== Given data
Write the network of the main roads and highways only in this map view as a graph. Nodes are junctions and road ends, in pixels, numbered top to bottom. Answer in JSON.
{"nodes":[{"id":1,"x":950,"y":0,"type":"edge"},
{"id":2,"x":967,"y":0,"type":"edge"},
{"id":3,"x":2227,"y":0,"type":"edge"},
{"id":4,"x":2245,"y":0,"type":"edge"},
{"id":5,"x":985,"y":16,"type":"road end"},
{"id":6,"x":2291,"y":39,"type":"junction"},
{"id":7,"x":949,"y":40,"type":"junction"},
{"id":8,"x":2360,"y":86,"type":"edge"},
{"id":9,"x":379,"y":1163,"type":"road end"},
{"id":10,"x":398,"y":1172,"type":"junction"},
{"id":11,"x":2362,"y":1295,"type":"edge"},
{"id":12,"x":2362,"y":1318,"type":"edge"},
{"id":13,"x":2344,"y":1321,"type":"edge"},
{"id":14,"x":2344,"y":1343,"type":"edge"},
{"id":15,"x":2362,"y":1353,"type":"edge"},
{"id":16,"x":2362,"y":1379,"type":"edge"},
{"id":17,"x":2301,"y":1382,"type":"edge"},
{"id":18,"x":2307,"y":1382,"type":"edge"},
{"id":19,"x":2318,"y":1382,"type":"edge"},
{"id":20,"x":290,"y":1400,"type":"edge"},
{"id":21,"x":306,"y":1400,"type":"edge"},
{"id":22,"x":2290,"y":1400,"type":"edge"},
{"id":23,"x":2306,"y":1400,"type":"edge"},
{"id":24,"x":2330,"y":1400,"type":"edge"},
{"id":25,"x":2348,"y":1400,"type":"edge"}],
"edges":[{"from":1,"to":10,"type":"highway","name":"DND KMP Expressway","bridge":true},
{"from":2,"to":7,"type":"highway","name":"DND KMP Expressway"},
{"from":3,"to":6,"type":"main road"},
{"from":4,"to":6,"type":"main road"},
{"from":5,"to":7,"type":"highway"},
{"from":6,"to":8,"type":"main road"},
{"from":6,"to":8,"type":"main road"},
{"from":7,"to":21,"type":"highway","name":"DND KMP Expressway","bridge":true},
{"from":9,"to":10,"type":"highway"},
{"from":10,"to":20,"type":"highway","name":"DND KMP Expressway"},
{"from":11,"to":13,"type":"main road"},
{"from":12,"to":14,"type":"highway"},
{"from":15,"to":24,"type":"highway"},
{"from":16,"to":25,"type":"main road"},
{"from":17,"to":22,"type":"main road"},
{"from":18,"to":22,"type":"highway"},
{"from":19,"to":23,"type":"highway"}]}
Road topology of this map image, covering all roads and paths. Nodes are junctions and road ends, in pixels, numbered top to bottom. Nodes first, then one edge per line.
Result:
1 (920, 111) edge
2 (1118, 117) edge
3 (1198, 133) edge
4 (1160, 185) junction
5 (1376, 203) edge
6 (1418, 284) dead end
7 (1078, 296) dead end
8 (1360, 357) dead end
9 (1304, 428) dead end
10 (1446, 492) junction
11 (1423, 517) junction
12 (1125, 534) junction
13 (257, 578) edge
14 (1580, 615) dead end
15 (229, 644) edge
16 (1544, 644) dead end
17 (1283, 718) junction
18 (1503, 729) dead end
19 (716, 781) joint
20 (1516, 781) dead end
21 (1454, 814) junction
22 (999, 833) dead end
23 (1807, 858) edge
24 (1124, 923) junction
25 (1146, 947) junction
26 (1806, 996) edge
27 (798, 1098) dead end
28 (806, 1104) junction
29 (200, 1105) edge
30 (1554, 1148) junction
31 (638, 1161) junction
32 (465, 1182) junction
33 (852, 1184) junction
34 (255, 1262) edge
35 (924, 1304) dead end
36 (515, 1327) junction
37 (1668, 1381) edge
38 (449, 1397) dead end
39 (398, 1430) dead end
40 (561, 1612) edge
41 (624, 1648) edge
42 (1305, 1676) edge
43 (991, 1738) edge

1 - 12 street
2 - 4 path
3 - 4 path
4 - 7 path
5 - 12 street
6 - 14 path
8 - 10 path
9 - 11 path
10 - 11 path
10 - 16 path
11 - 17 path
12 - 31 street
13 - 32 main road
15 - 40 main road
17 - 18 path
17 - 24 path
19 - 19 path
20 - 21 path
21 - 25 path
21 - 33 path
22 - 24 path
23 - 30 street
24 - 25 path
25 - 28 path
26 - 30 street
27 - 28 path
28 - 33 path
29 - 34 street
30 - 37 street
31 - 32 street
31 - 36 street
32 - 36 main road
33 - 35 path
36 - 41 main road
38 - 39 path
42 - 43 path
====
* Work request
Please copy out each record, character for character.

* Answer below
Write the network of the main roads and highways only in this map view as a graph. Nodes are junctions and road ends, in pixels, numbered top to bottom. Answer in JSON.
{"nodes":[{"id":1,"x":950,"y":0,"type":"edge"},
{"id":2,"x":967,"y":0,"type":"edge"},
{"id":3,"x":2227,"y":0,"type":"edge"},
{"id":4,"x":2245,"y":0,"type":"edge"},
{"id":5,"x":985,"y":16,"type":"road end"},
{"id":6,"x":2291,"y":39,"type":"junction"},
{"id":7,"x":949,"y":40,"type":"junction"},
{"id":8,"x":2360,"y":86,"type":"edge"},
{"id":9,"x":379,"y":1163,"type":"road end"},
{"id":10,"x":398,"y":1172,"type":"junction"},
{"id":11,"x":2362,"y":1295,"type":"edge"},
{"id":12,"x":2362,"y":1318,"type":"edge"},
{"id":13,"x":2344,"y":1321,"type":"edge"},
{"id":14,"x":2344,"y":1343,"type":"edge"},
{"id":15,"x":2362,"y":1353,"type":"edge"},
{"id":16,"x":2362,"y":1379,"type":"edge"},
{"id":17,"x":2301,"y":1382,"type":"edge"},
{"id":18,"x":2307,"y":1382,"type":"edge"},
{"id":19,"x":2318,"y":1382,"type":"edge"},
{"id":20,"x":290,"y":1400,"type":"edge"},
{"id":21,"x":306,"y":1400,"type":"edge"},
{"id":22,"x":2290,"y":1400,"type":"edge"},
{"id":23,"x":2306,"y":1400,"type":"edge"},
{"id":24,"x":2330,"y":1400,"type":"edge"},
{"id":25,"x":2348,"y":1400,"type":"edge"}],
"edges":[{"from":1,"to":10,"type":"highway","name":"DND KMP Expressway","bridge":true},
{"from":2,"to":7,"type":"highway","name":"DND KMP Expressway"},
{"from":3,"to":6,"type":"main road"},
{"from":4,"to":6,"type":"main road"},
{"from":5,"to":7,"type":"highway"},
{"from":6,"to":8,"type":"main road"},
{"from":6,"to":8,"type":"main road"},
{"from":7,"to":21,"type":"highway","name":"DND KMP Expressway","bridge":true},
{"from":9,"to":10,"type":"highway"},
{"from":10,"to":20,"type":"highway","name":"DND KMP Expressway"},
{"from":11,"to":13,"type":"main road"},
{"from":12,"to":14,"type":"highway"},
{"from":15,"to":24,"type":"highway"},
{"from":16,"to":25,"type":"main road"},
{"from":17,"to":22,"type":"main road"},
{"from":18,"to":22,"type":"highway"},
{"from":19,"to":23,"type":"highway"}]}
Road topology of this map image, covering all roads and paths. Nodes are junctions and road ends, in pixels, numbered top to bottom. Nodes first, then one edge per line.
Result:
1 (920, 111) edge
2 (1118, 117) edge
3 (1198, 133) edge
4 (1160, 185) junction
5 (1376, 203) edge
6 (1418, 284) dead end
7 (1078, 296) dead end
8 (1360, 357) dead end
9 (1304, 428) dead end
10 (1446, 492) junction
11 (1423, 517) junction
12 (1125, 534) junction
13 (257, 578) edge
14 (1580, 615) dead end
15 (229, 644) edge
16 (1544, 644) dead end
17 (1283, 718) junction
18 (1503, 729) dead end
19 (716, 781) joint
20 (1516, 781) dead end
21 (1454, 814) junction
22 (999, 833) dead end
23 (1807, 858) edge
24 (1124, 923) junction
25 (1146, 947) junction
26 (1806, 996) edge
27 (798, 1098) dead end
28 (806, 1104) junction
29 (200, 1105) edge
30 (1554, 1148) junction
31 (638, 1161) junction
32 (465, 1182) junction
33 (852, 1184) junction
34 (255, 1262) edge
35 (924, 1304) dead end
36 (515, 1327) junction
37 (1668, 1381) edge
38 (449, 1397) dead end
39 (398, 1430) dead end
40 (561, 1612) edge
41 (624, 1648) edge
42 (1305, 1676) edge
43 (991, 1738) edge

1 - 12 street
2 - 4 path
3 - 4 path
4 - 7 path
5 - 12 street
6 - 14 path
8 - 10 path
9 - 11 path
10 - 11 path
10 - 16 path
11 - 17 path
12 - 31 street
13 - 32 main road
15 - 40 main road
17 - 18 path
17 - 24 path
19 - 19 path
20 - 21 path
21 - 25 path
21 - 33 path
22 - 24 path
23 - 30 street
24 - 25 path
25 - 28 path
26 - 30 street
27 - 28 path
28 - 33 path
29 - 34 street
30 - 37 street
31 - 32 street
31 - 36 street
32 - 36 main road
33 - 35 path
36 - 41 main road
38 - 39 path
42 - 43 path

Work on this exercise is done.